The result may be stated in the general thus: Freezing would not begin so quickly as it now does; but when once begun it would prove very destructive. It would not begin as soon, because the whole of any body of water must be cooled down to just this side of 32° before it could begin. This would not take long where the water is shallow, but it would where it is deep. All shallow bodies of water, then, would be frozen up quite early in the winter; and as water is a poor conductor, and thawing must go from above downward, some of them would not be thawed out again fully till quite into the next summer, if even then. And where the water is quite deep ice would at length begin to form, and when formed it would be exceedingly slow in thawing. In some cases it would never be thawed with such a body of non-conducting water to guard it against the warmth above. It is easy to see that the heat of spring and summer would not thaw out any thing like the quantity of ice that it now does. The reign of ice and snow on our earth would therefore be vastly more extensive than now, and what is worse, it would be extended more and more every year. Under such circumstances there would be great destruction of both animal and vegetable life. I will mention, however, but a single item, as it would occupy too much space to go into this subject with any fullness. In the water under the ice, which is always above 39°, except that which is close to the ice when freezing is going on, there is a vast amount of busy life which would be destroyed if ice were formed at the bottom, chilling all the water above.

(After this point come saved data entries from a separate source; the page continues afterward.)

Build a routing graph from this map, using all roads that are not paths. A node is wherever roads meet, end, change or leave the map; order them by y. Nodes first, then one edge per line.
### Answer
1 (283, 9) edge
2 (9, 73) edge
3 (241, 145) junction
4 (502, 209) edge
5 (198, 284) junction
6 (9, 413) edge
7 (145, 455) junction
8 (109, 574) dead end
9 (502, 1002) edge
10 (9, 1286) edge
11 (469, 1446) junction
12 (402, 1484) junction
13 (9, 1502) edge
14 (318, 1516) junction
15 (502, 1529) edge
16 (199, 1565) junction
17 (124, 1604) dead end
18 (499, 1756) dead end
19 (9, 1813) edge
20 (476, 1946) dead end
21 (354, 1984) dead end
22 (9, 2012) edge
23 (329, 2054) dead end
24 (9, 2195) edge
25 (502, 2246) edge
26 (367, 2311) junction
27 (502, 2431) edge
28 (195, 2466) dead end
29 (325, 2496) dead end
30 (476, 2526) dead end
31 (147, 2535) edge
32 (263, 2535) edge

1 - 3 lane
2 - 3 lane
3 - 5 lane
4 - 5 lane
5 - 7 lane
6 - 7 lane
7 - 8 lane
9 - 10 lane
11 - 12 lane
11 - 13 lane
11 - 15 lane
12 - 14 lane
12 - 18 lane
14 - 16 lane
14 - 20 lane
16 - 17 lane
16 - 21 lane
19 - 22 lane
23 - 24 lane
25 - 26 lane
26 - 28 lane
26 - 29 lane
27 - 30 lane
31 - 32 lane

332. =Why the Freezing Point is at 32°.=--If the freezing point of water were higher than 32°, freezing would occur so early in the autumn, and the ice and snow would last so late in the spring, that the season would be too short to raise our supplies of fruits and grains. If, on the other hand, it were at a lower point, the earth would not have the protection of its light coat of snow, but instead would be chilled by rains so cold that barrenness would be the result. The multitudes of animals, too, that now live so securely in the water, some of them even with the ice above them, would all perish with the cold.

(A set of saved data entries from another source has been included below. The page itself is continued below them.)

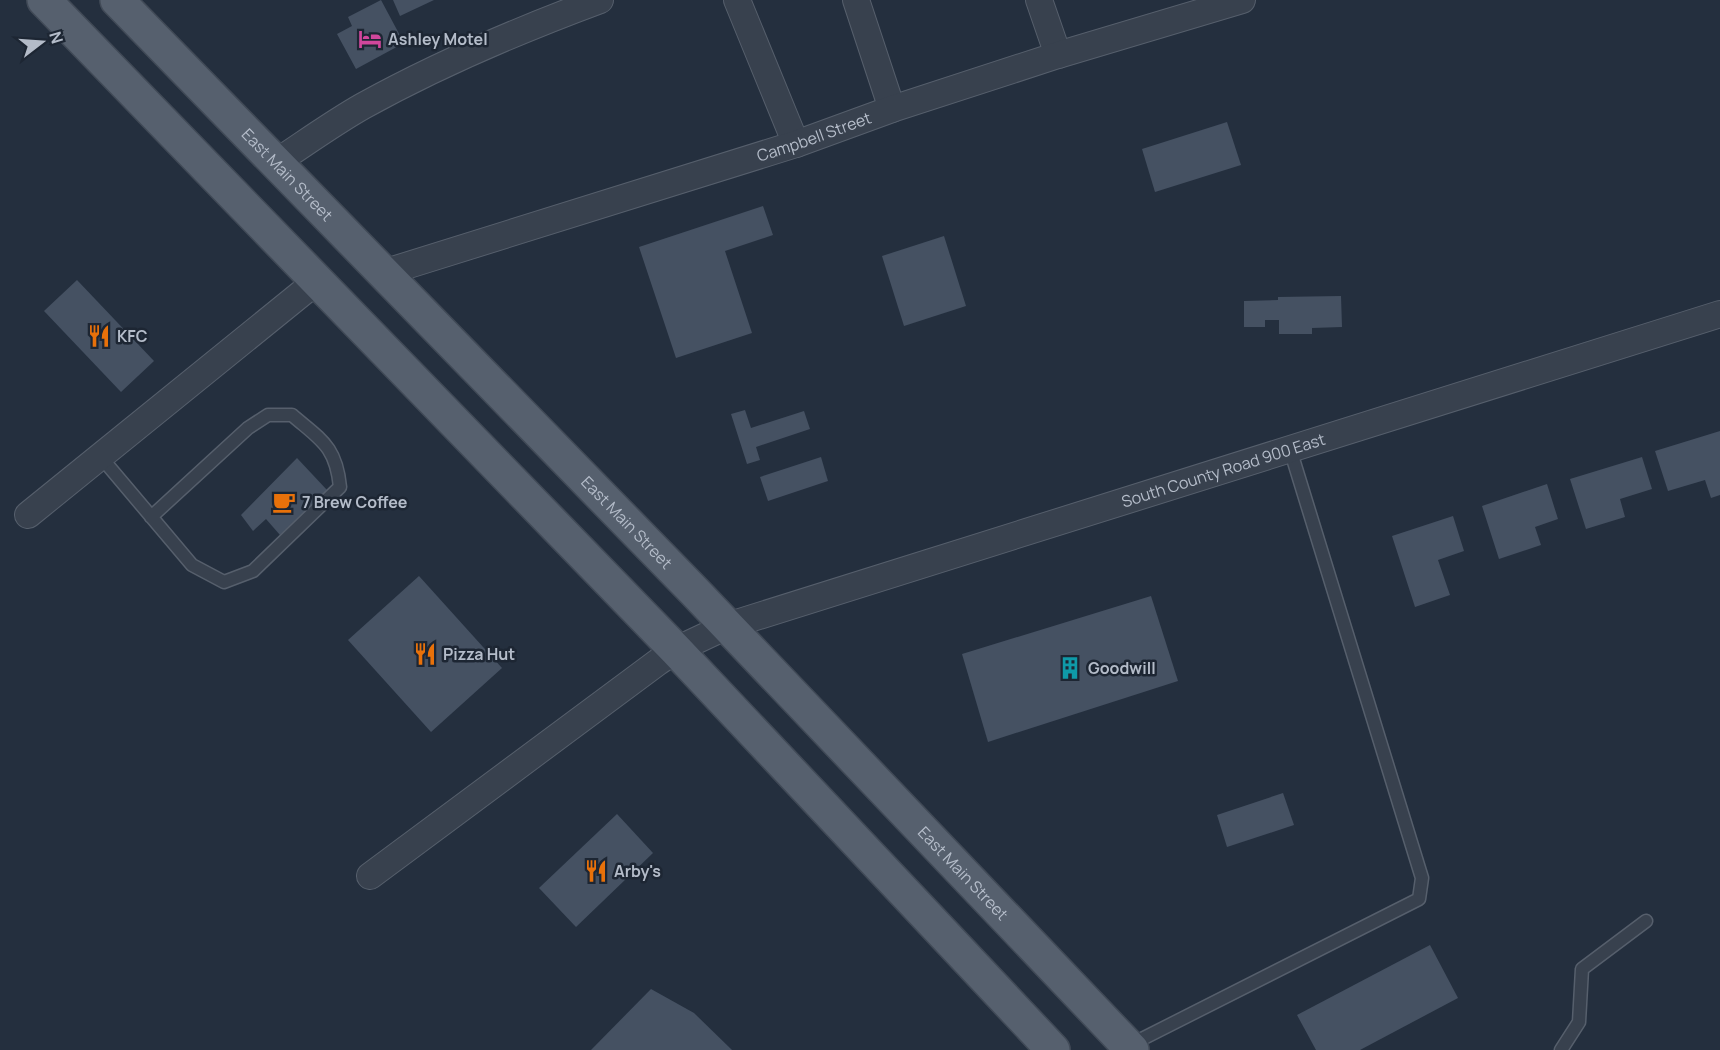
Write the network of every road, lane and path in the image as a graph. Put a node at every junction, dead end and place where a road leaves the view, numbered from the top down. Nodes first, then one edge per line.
1 (44, 0) edge
2 (117, 0) edge
3 (600, 0) edge
4 (737, 0) edge
5 (856, 0) edge
6 (1039, 0) edge
7 (1242, 0) edge
8 (1058, 55) junction
9 (892, 109) junction
10 (796, 144) junction
11 (275, 163) junction
12 (383, 273) junction
13 (318, 280) junction
14 (1720, 314) edge
15 (1290, 449) junction
16 (100, 456) junction
17 (28, 515) dead end
18 (151, 517) junction
19 (727, 626) junction
20 (676, 650) junction
21 (370, 876) dead end
22 (1646, 921) dead end
23 (1125, 1049) edge
24 (1053, 1050) edge
25 (1561, 1050) edge

1 - 13 main road
2 - 11 main road, East Main Street
3 - 11 street
4 - 10 street
5 - 9 street
6 - 8 street
7 - 8 street, Campbell Street
8 - 9 street, Campbell Street
9 - 10 street, Campbell Street
10 - 12 street, Campbell Street
11 - 12 main road, East Main Street
12 - 19 main road, East Main Street
13 - 16 street
13 - 20 main road
14 - 15 street, South County Road 900 East
15 - 19 street, South County Road 900 East
15 - 23 lane
16 - 17 street
16 - 18 lane
18 - 18 lane
19 - 20 street, South County Road 900 East
19 - 23 main road, East Main Street
20 - 21 street, South County Road 900 East
20 - 24 main road
22 - 25 lane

333. =Force of Expansion in Ice.=--As ice occupies one seventh more room than the water from which it is formed, it exerts in its formation an expansive force which under various circumstances produces varied and often remarkable results. Of the many experiments which have been tried to show the force of this expansion I will mention but one. A bomb-shell was filled with water, at Montreal, and closed with an iron plug which was driven in with great force. The plug was thrown a distance of 400 feet by the expansion when the water froze. This expansion is sometimes an inconvenience to us, as in bursting water-pipes; but besides the great service which it does in the earth, already noticed, it is of service also in loosening the soil, and in supplying it with requisite ingredients from the rocks by breaking them up and pulverizing them in small quantities from year to year.